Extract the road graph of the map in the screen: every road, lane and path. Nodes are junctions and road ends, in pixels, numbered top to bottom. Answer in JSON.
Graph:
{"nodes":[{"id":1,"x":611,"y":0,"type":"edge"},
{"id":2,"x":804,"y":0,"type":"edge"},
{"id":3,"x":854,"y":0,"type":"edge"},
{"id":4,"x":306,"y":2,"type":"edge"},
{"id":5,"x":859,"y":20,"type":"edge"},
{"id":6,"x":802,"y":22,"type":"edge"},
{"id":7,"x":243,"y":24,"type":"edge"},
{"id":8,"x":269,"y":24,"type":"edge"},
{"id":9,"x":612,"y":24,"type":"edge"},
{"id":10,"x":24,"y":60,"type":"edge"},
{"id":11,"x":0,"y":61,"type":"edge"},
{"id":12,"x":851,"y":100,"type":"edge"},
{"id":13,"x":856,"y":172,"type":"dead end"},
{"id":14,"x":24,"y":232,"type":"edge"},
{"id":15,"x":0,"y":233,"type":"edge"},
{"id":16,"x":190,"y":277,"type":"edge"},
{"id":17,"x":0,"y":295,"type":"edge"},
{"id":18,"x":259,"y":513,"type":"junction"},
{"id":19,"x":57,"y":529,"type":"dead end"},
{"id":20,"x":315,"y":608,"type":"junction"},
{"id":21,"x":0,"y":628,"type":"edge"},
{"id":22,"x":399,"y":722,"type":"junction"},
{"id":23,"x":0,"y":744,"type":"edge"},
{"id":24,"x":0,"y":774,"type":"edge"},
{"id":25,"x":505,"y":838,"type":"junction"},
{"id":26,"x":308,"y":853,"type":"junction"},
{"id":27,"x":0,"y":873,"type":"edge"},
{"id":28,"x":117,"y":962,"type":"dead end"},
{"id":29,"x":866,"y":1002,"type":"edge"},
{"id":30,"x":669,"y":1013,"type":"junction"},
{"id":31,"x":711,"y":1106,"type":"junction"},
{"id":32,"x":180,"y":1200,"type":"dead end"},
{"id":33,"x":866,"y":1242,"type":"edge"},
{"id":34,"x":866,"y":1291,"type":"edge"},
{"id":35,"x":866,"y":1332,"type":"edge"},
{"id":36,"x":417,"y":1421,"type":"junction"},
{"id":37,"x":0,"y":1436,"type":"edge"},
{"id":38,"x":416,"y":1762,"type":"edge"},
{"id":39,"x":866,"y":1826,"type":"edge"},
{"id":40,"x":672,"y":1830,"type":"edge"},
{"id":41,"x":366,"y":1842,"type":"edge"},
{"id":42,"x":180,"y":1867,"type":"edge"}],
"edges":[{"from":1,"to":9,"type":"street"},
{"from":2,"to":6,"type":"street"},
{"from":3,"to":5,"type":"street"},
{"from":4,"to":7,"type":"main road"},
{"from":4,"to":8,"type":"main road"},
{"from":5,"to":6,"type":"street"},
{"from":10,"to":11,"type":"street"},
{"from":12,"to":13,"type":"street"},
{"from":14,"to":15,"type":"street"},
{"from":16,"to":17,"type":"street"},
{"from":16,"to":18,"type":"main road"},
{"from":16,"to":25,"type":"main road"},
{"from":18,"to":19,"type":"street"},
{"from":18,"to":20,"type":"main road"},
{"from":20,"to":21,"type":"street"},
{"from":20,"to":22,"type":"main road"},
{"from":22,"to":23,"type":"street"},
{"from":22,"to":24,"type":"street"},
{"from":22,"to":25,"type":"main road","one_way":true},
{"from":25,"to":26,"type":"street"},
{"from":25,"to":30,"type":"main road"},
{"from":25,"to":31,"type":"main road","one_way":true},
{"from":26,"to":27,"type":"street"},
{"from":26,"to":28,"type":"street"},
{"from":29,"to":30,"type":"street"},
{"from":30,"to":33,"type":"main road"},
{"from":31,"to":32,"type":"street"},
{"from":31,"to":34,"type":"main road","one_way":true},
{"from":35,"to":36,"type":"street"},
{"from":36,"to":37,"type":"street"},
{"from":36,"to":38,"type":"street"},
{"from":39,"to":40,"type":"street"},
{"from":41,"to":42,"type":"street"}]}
* * * * *
** Problem **
Each record needs to be copied out again, letter for letter.

** Exercise output **
Extract the road graph of the map in the screen: every road, lane and path. Nodes are junctions and road ends, in pixels, numbered top to bottom. Answer in JSON.
Graph:
{"nodes":[{"id":1,"x":611,"y":0,"type":"edge"},
{"id":2,"x":804,"y":0,"type":"edge"},
{"id":3,"x":854,"y":0,"type":"edge"},
{"id":4,"x":306,"y":2,"type":"edge"},
{"id":5,"x":859,"y":20,"type":"edge"},
{"id":6,"x":802,"y":22,"type":"edge"},
{"id":7,"x":243,"y":24,"type":"edge"},
{"id":8,"x":269,"y":24,"type":"edge"},
{"id":9,"x":612,"y":24,"type":"edge"},
{"id":10,"x":24,"y":60,"type":"edge"},
{"id":11,"x":0,"y":61,"type":"edge"},
{"id":12,"x":851,"y":100,"type":"edge"},
{"id":13,"x":856,"y":172,"type":"dead end"},
{"id":14,"x":24,"y":232,"type":"edge"},
{"id":15,"x":0,"y":233,"type":"edge"},
{"id":16,"x":190,"y":277,"type":"edge"},
{"id":17,"x":0,"y":295,"type":"edge"},
{"id":18,"x":259,"y":513,"type":"junction"},
{"id":19,"x":57,"y":529,"type":"dead end"},
{"id":20,"x":315,"y":608,"type":"junction"},
{"id":21,"x":0,"y":628,"type":"edge"},
{"id":22,"x":399,"y":722,"type":"junction"},
{"id":23,"x":0,"y":744,"type":"edge"},
{"id":24,"x":0,"y":774,"type":"edge"},
{"id":25,"x":505,"y":838,"type":"junction"},
{"id":26,"x":308,"y":853,"type":"junction"},
{"id":27,"x":0,"y":873,"type":"edge"},
{"id":28,"x":117,"y":962,"type":"dead end"},
{"id":29,"x":866,"y":1002,"type":"edge"},
{"id":30,"x":669,"y":1013,"type":"junction"},
{"id":31,"x":711,"y":1106,"type":"junction"},
{"id":32,"x":180,"y":1200,"type":"dead end"},
{"id":33,"x":866,"y":1242,"type":"edge"},
{"id":34,"x":866,"y":1291,"type":"edge"},
{"id":35,"x":866,"y":1332,"type":"edge"},
{"id":36,"x":417,"y":1421,"type":"junction"},
{"id":37,"x":0,"y":1436,"type":"edge"},
{"id":38,"x":416,"y":1762,"type":"edge"},
{"id":39,"x":866,"y":1826,"type":"edge"},
{"id":40,"x":672,"y":1830,"type":"edge"},
{"id":41,"x":366,"y":1842,"type":"edge"},
{"id":42,"x":180,"y":1867,"type":"edge"}],
"edges":[{"from":1,"to":9,"type":"street"},
{"from":2,"to":6,"type":"street"},
{"from":3,"to":5,"type":"street"},
{"from":4,"to":7,"type":"main road"},
{"from":4,"to":8,"type":"main road"},
{"from":5,"to":6,"type":"street"},
{"from":10,"to":11,"type":"street"},
{"from":12,"to":13,"type":"street"},
{"from":14,"to":15,"type":"street"},
{"from":16,"to":17,"type":"street"},
{"from":16,"to":18,"type":"main road"},
{"from":16,"to":25,"type":"main road"},
{"from":18,"to":19,"type":"street"},
{"from":18,"to":20,"type":"main road"},
{"from":20,"to":21,"type":"street"},
{"from":20,"to":22,"type":"main road"},
{"from":22,"to":23,"type":"street"},
{"from":22,"to":24,"type":"street"},
{"from":22,"to":25,"type":"main road","one_way":true},
{"from":25,"to":26,"type":"street"},
{"from":25,"to":30,"type":"main road"},
{"from":25,"to":31,"type":"main road","one_way":true},
{"from":26,"to":27,"type":"street"},
{"from":26,"to":28,"type":"street"},
{"from":29,"to":30,"type":"street"},
{"from":30,"to":33,"type":"main road"},
{"from":31,"to":32,"type":"street"},
{"from":31,"to":34,"type":"main road","one_way":true},
{"from":35,"to":36,"type":"street"},
{"from":36,"to":37,"type":"street"},
{"from":36,"to":38,"type":"street"},
{"from":39,"to":40,"type":"street"},
{"from":41,"to":42,"type":"street"}]}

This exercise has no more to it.